What to produce: The entries below should be copied exactly and completely.

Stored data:
* * * * * * *

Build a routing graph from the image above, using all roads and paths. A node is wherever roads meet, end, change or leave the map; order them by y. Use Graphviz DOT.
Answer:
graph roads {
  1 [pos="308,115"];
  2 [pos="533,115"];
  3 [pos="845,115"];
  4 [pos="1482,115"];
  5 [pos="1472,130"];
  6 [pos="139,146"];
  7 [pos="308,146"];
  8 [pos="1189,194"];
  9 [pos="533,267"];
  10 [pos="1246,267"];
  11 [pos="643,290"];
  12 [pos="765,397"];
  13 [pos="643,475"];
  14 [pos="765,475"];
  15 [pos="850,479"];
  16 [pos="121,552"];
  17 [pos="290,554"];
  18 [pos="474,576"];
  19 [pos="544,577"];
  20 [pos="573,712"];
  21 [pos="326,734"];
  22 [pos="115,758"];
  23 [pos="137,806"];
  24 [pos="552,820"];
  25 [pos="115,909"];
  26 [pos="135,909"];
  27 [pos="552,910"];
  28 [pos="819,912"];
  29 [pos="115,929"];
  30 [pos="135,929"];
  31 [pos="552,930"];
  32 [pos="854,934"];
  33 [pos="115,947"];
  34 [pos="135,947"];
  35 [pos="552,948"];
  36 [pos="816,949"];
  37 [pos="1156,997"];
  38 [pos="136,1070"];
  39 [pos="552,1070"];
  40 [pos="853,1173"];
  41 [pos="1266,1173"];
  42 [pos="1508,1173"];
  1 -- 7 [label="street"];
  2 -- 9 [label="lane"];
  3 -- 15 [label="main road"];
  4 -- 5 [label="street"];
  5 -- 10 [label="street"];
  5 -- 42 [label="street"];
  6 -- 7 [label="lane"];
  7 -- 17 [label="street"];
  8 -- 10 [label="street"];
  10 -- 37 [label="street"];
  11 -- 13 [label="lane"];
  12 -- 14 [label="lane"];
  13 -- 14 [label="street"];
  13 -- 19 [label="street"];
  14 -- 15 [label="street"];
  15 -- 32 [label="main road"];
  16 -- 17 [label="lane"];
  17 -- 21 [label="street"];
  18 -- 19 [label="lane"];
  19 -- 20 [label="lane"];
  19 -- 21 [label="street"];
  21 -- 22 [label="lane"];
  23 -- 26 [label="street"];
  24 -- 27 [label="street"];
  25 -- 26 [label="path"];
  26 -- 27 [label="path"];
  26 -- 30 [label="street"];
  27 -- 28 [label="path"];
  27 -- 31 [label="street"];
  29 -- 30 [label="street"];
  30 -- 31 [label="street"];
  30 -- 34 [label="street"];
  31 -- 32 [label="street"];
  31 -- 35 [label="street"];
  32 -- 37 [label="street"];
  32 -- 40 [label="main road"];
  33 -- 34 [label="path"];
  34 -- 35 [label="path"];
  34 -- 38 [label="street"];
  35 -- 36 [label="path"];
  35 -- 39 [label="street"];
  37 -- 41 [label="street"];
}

* * * * * * *

Solution for this problem:
Build a routing graph from the image above, using all roads and paths. A node is wherever roads meet, end, change or leave the map; order them by y. Use Graphviz DOT.
Answer:
graph roads {
  1 [pos="308,115"];
  2 [pos="533,115"];
  3 [pos="845,115"];
  4 [pos="1482,115"];
  5 [pos="1472,130"];
  6 [pos="139,146"];
  7 [pos="308,146"];
  8 [pos="1189,194"];
  9 [pos="533,267"];
  10 [pos="1246,267"];
  11 [pos="643,290"];
  12 [pos="765,397"];
  13 [pos="643,475"];
  14 [pos="765,475"];
  15 [pos="850,479"];
  16 [pos="121,552"];
  17 [pos="290,554"];
  18 [pos="474,576"];
  19 [pos="544,577"];
  20 [pos="573,712"];
  21 [pos="326,734"];
  22 [pos="115,758"];
  23 [pos="137,806"];
  24 [pos="552,820"];
  25 [pos="115,909"];
  26 [pos="135,909"];
  27 [pos="552,910"];
  28 [pos="819,912"];
  29 [pos="115,929"];
  30 [pos="135,929"];
  31 [pos="552,930"];
  32 [pos="854,934"];
  33 [pos="115,947"];
  34 [pos="135,947"];
  35 [pos="552,948"];
  36 [pos="816,949"];
  37 [pos="1156,997"];
  38 [pos="136,1070"];
  39 [pos="552,1070"];
  40 [pos="853,1173"];
  41 [pos="1266,1173"];
  42 [pos="1508,1173"];
  1 -- 7 [label="street"];
  2 -- 9 [label="lane"];
  3 -- 15 [label="main road"];
  4 -- 5 [label="street"];
  5 -- 10 [label="street"];
  5 -- 42 [label="street"];
  6 -- 7 [label="lane"];
  7 -- 17 [label="street"];
  8 -- 10 [label="street"];
  10 -- 37 [label="street"];
  11 -- 13 [label="lane"];
  12 -- 14 [label="lane"];
  13 -- 14 [label="street"];
  13 -- 19 [label="street"];
  14 -- 15 [label="street"];
  15 -- 32 [label="main road"];
  16 -- 17 [label="lane"];
  17 -- 21 [label="street"];
  18 -- 19 [label="lane"];
  19 -- 20 [label="lane"];
  19 -- 21 [label="street"];
  21 -- 22 [label="lane"];
  23 -- 26 [label="street"];
  24 -- 27 [label="street"];
  25 -- 26 [label="path"];
  26 -- 27 [label="path"];
  26 -- 30 [label="street"];
  27 -- 28 [label="path"];
  27 -- 31 [label="street"];
  29 -- 30 [label="street"];
  30 -- 31 [label="street"];
  30 -- 34 [label="street"];
  31 -- 32 [label="street"];
  31 -- 35 [label="street"];
  32 -- 37 [label="street"];
  32 -- 40 [label="main road"];
  33 -- 34 [label="path"];
  34 -- 35 [label="path"];
  34 -- 38 [label="street"];
  35 -- 36 [label="path"];
  35 -- 39 [label="street"];
  37 -- 41 [label="street"];
}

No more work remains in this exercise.